First, this idea is tailor-made for the challenges of retooling and recalibrating IT infrastructure and function for IT-OT convergence and digital transformation. Also, this concept is an essential element of how the workplace and workspaces are changing in response to the relentless pace of tech advances, courtesy of the industrial Internet of Things (IIoT) ecosystem.
Then, that idea becomes the fulcrum leveraging an organization’s IIoT human capital strategy.
After all, IT (information technology) folks still tend to be perceived as the keepers of the data and the reinforcers of process control. Overcoming legacy mindset is the key to digital transformation across the organization.
Consider, then, what happens when the CIO establishes the IT function within an IIoT Center of IT Excellence, serving the entire organization? Everyone continuously learns from everyone else. And not just about IT.
As a result, not only are all aspects of current organizational culture positively impacted. Also, future organizational hiring strategy is catalyzed.
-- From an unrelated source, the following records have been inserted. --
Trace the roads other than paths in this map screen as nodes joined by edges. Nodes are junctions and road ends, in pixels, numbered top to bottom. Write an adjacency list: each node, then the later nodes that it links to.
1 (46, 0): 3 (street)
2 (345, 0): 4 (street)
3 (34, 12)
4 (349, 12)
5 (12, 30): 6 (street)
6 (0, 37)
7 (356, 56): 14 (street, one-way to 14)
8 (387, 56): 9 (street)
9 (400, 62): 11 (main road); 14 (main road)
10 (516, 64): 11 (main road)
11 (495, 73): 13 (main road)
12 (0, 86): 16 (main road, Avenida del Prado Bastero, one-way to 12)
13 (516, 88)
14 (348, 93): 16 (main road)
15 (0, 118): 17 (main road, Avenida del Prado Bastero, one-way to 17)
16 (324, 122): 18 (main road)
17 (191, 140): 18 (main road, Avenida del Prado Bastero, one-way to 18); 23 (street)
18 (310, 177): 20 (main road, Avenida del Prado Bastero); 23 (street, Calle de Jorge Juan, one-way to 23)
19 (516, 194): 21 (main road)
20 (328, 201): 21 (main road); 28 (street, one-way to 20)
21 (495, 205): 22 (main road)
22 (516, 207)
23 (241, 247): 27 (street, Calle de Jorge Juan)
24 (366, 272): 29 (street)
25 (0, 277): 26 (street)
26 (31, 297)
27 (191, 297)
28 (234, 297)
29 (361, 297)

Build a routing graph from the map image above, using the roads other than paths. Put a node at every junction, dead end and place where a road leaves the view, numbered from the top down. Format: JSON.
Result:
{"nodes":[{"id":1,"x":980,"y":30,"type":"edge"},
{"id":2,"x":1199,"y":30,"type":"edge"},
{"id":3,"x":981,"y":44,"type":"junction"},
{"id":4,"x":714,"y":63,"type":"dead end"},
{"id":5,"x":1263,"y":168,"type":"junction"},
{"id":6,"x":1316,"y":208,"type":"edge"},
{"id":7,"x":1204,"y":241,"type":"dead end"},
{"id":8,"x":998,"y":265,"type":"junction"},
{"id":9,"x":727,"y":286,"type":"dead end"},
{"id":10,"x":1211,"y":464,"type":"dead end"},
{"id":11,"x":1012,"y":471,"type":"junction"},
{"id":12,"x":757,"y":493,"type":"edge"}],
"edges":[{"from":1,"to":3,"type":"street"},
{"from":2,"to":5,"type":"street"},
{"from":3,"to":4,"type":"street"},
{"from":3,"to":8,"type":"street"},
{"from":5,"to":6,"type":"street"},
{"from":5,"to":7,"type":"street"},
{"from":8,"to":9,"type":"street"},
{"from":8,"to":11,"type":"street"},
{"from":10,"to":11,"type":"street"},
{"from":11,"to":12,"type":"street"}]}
The focus becomes attracting more collaborative and holistic individuals to drive customer experience, success, loyalty and retention.
The 2017 Deloitte Human Capital Trends study, “Rewriting the rules for the digital age” establishes recommendations, extrapolated in this post, for creating and leveraging an IT learning culture as a competitive advantage.
How closely does your organization’s current IT culture come to meshing with tomorrow’s IIoT workplace specifications?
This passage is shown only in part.